(The task)
Work through the entries that follow and state how many lines contain the word "highway". Only the number is wanted.

(Records provided)

- - - - -

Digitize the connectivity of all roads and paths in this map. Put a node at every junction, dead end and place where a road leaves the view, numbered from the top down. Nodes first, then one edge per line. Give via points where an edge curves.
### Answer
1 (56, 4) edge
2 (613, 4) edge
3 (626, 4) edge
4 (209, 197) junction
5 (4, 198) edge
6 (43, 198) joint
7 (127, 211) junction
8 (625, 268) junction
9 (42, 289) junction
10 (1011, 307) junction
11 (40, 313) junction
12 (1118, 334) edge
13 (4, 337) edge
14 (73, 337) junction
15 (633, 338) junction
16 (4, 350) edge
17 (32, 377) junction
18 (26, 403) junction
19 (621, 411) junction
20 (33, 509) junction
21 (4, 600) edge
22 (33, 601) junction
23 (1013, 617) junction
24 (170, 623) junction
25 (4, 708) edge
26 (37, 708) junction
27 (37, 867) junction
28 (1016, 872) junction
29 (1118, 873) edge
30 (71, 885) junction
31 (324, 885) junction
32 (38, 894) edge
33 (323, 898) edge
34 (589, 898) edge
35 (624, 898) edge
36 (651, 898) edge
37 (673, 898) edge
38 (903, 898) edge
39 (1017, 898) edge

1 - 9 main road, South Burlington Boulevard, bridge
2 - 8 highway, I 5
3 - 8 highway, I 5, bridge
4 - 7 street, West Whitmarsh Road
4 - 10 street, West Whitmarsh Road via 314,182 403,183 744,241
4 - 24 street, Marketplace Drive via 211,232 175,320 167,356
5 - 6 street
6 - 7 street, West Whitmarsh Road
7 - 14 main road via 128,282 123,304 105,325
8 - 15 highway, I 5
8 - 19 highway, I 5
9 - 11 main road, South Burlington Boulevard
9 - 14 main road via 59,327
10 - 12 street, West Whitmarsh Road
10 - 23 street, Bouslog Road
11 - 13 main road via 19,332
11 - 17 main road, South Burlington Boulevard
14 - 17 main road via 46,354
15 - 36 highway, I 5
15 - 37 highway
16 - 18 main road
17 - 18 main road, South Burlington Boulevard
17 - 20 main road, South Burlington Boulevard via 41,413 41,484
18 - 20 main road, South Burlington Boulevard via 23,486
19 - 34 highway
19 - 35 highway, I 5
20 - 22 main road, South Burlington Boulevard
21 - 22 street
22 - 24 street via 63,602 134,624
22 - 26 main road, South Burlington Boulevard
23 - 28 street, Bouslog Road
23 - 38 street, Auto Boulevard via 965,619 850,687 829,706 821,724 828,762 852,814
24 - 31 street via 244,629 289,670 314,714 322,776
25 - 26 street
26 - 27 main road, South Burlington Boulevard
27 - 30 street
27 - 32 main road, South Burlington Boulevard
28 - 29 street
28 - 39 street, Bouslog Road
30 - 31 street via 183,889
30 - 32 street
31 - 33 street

- - - - -

(Answer to this exercise)
8